*** SUPPLIED DATA ***
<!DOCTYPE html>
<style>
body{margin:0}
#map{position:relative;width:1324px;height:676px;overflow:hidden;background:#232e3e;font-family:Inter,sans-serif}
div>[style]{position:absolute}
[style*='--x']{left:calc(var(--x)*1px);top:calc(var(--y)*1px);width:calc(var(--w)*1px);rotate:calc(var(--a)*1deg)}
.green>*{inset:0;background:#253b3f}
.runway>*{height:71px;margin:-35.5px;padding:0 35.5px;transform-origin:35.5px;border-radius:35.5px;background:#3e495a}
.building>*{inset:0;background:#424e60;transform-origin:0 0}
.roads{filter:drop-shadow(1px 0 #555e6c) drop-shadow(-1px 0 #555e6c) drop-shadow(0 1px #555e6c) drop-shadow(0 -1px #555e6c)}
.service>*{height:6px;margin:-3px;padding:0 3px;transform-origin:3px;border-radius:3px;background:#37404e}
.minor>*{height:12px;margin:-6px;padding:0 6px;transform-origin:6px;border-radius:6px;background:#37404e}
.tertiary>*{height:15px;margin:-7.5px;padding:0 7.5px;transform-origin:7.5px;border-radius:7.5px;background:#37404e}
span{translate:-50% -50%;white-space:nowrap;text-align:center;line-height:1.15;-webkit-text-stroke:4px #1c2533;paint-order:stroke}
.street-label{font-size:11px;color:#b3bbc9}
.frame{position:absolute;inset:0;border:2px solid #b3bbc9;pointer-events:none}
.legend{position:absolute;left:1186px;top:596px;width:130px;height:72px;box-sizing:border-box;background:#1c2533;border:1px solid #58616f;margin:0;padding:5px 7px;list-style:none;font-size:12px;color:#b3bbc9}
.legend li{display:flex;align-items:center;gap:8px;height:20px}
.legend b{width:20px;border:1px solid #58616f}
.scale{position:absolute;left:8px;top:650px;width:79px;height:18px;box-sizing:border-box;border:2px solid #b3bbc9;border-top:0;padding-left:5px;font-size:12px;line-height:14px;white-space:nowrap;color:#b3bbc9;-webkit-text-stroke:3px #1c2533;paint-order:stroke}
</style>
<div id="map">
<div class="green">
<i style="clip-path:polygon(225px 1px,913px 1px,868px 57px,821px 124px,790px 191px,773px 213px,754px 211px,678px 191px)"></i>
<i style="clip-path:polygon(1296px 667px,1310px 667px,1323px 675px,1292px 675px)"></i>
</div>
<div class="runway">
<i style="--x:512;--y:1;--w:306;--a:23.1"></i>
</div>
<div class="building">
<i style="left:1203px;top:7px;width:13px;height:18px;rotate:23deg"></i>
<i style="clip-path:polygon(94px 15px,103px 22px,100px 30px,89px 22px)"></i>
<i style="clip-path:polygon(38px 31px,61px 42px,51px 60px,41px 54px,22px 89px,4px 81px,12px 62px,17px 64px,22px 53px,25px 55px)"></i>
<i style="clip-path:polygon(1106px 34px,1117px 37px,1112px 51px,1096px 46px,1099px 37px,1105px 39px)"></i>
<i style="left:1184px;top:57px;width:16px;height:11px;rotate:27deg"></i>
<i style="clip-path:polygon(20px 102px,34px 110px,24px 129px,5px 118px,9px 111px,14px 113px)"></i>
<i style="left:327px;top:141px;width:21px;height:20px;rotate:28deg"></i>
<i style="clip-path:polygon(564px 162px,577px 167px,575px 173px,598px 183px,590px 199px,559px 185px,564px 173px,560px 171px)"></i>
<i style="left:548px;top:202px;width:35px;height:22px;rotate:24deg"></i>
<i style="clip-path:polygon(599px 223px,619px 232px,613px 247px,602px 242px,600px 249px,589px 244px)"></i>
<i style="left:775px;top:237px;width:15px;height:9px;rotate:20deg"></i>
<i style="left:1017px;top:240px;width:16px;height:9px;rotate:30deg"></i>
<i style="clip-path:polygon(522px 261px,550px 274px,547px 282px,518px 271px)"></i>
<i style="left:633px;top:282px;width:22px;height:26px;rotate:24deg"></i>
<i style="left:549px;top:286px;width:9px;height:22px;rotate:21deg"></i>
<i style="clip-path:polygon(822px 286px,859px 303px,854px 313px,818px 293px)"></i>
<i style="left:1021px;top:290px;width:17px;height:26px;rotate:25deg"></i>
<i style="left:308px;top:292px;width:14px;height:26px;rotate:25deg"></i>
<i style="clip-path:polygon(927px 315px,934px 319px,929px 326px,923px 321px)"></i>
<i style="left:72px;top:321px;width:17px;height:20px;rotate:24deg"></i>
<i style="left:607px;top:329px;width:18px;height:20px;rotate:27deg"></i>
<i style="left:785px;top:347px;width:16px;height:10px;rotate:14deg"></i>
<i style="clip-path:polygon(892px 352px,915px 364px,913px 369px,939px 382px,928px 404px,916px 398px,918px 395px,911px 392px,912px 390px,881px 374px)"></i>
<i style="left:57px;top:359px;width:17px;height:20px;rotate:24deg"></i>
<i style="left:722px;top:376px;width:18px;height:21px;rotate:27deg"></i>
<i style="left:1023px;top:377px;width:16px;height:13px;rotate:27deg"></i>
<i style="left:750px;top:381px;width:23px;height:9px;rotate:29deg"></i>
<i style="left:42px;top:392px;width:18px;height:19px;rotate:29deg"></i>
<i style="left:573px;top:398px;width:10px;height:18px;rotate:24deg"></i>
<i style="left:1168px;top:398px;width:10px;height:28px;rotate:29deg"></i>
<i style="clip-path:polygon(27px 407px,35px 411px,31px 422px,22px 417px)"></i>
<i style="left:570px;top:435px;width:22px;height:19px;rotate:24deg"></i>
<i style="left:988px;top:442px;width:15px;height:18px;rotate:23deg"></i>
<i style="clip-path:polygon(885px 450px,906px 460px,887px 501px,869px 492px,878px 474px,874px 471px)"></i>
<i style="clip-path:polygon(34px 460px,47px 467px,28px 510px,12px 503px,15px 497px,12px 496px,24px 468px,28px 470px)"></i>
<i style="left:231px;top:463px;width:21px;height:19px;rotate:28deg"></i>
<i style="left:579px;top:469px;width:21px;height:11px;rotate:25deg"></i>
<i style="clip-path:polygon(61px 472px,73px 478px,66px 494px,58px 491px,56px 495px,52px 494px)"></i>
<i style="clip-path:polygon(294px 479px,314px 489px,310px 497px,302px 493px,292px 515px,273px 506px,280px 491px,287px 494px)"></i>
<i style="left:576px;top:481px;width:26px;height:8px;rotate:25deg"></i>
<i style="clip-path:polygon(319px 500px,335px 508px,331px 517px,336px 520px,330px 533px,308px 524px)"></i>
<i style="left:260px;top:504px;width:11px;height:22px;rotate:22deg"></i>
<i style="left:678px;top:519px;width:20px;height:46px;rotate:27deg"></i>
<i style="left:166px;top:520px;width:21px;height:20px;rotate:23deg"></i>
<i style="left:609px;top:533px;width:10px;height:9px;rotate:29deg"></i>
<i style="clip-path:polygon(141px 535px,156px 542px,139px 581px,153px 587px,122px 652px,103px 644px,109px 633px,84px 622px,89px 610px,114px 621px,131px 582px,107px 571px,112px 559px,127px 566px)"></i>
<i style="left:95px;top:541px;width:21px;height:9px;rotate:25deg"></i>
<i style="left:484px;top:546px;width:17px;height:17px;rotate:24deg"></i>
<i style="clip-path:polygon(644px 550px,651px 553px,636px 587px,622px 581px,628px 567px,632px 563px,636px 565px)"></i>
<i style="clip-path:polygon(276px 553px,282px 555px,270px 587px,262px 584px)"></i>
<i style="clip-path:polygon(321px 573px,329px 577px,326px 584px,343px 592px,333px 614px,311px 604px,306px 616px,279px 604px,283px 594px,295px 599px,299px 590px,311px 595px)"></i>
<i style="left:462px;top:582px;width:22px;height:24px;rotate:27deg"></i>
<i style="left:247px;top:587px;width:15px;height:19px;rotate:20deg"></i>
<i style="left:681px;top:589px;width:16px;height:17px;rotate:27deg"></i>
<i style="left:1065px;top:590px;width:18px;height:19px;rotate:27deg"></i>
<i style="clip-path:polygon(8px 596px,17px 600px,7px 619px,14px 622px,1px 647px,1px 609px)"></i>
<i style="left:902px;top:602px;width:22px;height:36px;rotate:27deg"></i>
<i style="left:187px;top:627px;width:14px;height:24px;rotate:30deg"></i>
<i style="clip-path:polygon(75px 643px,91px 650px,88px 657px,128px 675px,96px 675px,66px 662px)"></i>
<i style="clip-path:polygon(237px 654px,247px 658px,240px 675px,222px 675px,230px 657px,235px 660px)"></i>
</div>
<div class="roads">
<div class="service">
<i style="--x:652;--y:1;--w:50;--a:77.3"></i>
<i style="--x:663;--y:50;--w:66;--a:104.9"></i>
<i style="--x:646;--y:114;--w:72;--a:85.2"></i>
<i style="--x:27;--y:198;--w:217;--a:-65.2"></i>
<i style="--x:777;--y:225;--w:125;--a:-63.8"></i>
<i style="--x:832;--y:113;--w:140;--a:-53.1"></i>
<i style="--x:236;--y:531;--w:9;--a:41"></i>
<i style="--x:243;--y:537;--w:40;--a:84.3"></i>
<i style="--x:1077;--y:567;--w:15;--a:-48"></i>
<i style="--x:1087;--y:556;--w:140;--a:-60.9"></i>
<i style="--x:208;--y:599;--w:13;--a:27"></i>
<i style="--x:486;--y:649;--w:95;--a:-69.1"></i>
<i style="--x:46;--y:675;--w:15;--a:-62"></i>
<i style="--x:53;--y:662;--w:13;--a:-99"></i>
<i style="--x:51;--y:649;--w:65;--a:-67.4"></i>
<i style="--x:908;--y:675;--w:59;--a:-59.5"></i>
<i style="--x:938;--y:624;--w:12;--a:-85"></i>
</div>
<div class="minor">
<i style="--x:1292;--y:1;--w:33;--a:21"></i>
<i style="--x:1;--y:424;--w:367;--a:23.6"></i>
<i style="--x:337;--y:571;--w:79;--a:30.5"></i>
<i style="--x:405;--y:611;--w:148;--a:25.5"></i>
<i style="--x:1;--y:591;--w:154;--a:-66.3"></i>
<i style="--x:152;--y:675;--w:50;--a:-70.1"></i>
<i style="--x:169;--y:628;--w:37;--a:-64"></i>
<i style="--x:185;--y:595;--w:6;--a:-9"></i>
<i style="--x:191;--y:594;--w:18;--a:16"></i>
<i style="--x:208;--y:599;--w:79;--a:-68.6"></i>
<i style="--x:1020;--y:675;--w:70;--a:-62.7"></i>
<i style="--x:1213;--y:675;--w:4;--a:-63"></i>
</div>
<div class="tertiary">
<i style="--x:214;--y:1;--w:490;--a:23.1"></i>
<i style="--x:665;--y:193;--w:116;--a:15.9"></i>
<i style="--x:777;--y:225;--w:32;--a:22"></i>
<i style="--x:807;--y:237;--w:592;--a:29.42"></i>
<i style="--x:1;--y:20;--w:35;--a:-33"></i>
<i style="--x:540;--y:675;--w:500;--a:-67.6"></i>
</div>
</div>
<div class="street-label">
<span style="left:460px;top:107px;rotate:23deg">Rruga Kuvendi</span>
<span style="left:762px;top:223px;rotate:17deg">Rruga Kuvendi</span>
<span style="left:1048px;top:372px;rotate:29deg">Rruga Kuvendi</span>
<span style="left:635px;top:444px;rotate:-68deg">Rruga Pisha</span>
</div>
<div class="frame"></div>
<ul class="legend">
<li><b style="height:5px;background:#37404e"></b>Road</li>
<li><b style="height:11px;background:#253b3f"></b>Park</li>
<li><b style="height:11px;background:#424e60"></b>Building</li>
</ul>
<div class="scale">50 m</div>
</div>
*** End of SUPPLIED DATA ***
YOUR TASK:
Report each line of the data that includes the string "service".

EXERCISE RESPONSE:
.service>*{height:6px;margin:-3px;padding:0 3px;transform-origin:3px;border-radius:3px;background:#37404e}
<div class="service">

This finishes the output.